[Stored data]
[Start of section]

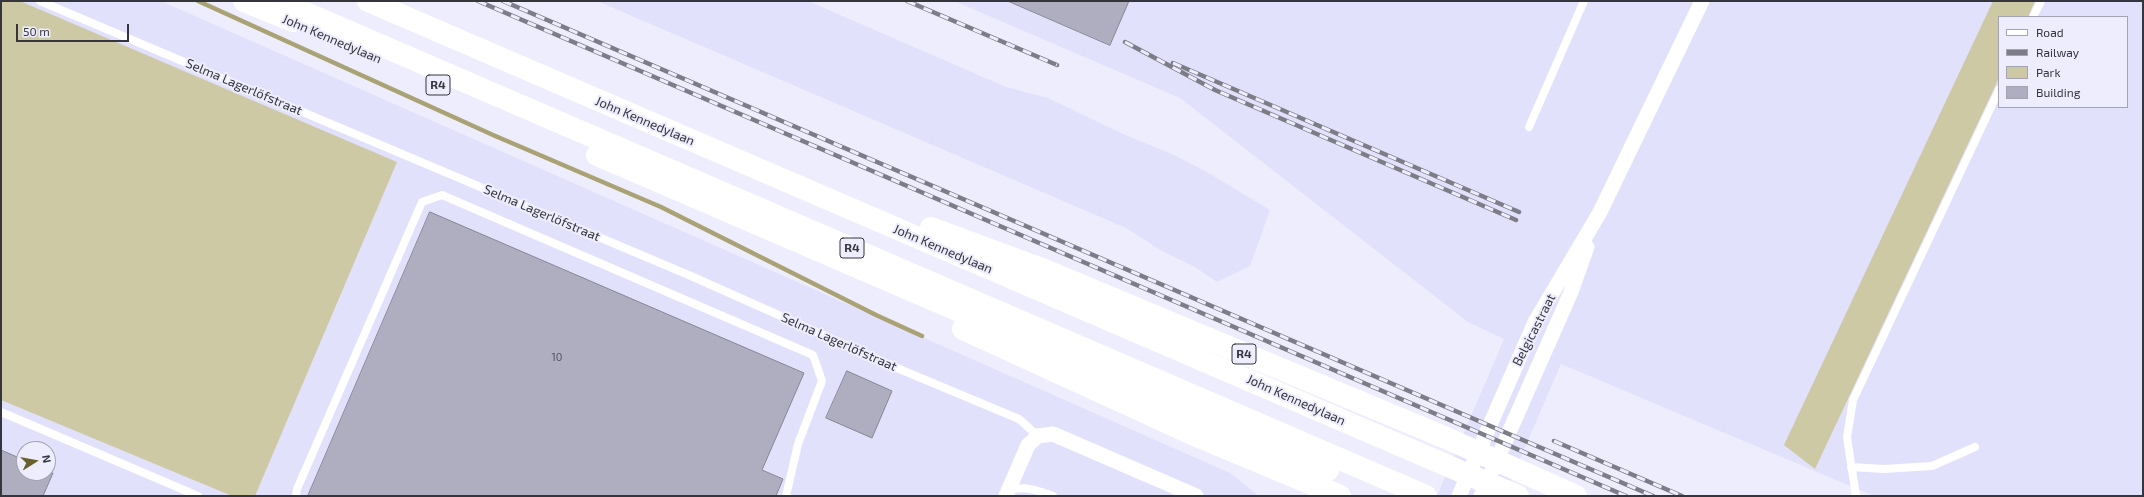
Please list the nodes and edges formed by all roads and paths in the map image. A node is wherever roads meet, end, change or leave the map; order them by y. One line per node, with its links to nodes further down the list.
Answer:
1 (40, 1): 15 (lane, Selma Lagerlöfstraat)
2 (244, 1): 11 (highway, John Kennedylaan / R4)
3 (278, 1): 27 (highway, John Kennedylaan / R4)
4 (368, 1): 12 (highway, John Kennedylaan / R4)
5 (1584, 1): 10 (lane)
6 (1702, 1): 13 (street, Belgicastraat)
7 (2041, 1): 8 (lane)
8 (2034, 16)
9 (1998, 92): 18 (lane)
10 (1529, 127)
11 (632, 170): 25 (highway); 26 (highway, John Kennedylaan / R4)
12 (787, 182): 17 (highway, R4); 30 (highway, John Kennedylaan / R4)
13 (1600, 212): 17 (street, Belgicastraat); 17 (street, Belgicastraat)
14 (1, 412): 20 (lane)
15 (1038, 436): 19 (street); 24 (street)
16 (1975, 447): 18 (lane)
17 (1487, 457): 28 (street); 29 (street); 31 (highway)
18 (1851, 466): 32 (lane)
19 (1008, 493): 23 (lane)
20 (198, 496)
21 (296, 496): 22 (lane)
22 (786, 496)
23 (1053, 496)
24 (1196, 496)
25 (1340, 496)
26 (1389, 496)
27 (1426, 496)
28 (1459, 496)
29 (1482, 496)
30 (1518, 496)
31 (1576, 496)
32 (1856, 496)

[End of section]

The entries above are to be retyped exactly, with each picture left out.

Please list the nodes and edges formed by all roads and paths in the map image. A node is wherever roads meet, end, change or leave the map; order them by y. One line per node, with its links to nodes further down the list.
Answer:
1 (40, 1): 15 (lane, Selma Lagerlöfstraat)
2 (244, 1): 11 (highway, John Kennedylaan / R4)
3 (278, 1): 27 (highway, John Kennedylaan / R4)
4 (368, 1): 12 (highway, John Kennedylaan / R4)
5 (1584, 1): 10 (lane)
6 (1702, 1): 13 (street, Belgicastraat)
7 (2041, 1): 8 (lane)
8 (2034, 16)
9 (1998, 92): 18 (lane)
10 (1529, 127)
11 (632, 170): 25 (highway); 26 (highway, John Kennedylaan / R4)
12 (787, 182): 17 (highway, R4); 30 (highway, John Kennedylaan / R4)
13 (1600, 212): 17 (street, Belgicastraat); 17 (street, Belgicastraat)
14 (1, 412): 20 (lane)
15 (1038, 436): 19 (street); 24 (street)
16 (1975, 447): 18 (lane)
17 (1487, 457): 28 (street); 29 (street); 31 (highway)
18 (1851, 466): 32 (lane)
19 (1008, 493): 23 (lane)
20 (198, 496)
21 (296, 496): 22 (lane)
22 (786, 496)
23 (1053, 496)
24 (1196, 496)
25 (1340, 496)
26 (1389, 496)
27 (1426, 496)
28 (1459, 496)
29 (1482, 496)
30 (1518, 496)
31 (1576, 496)
32 (1856, 496)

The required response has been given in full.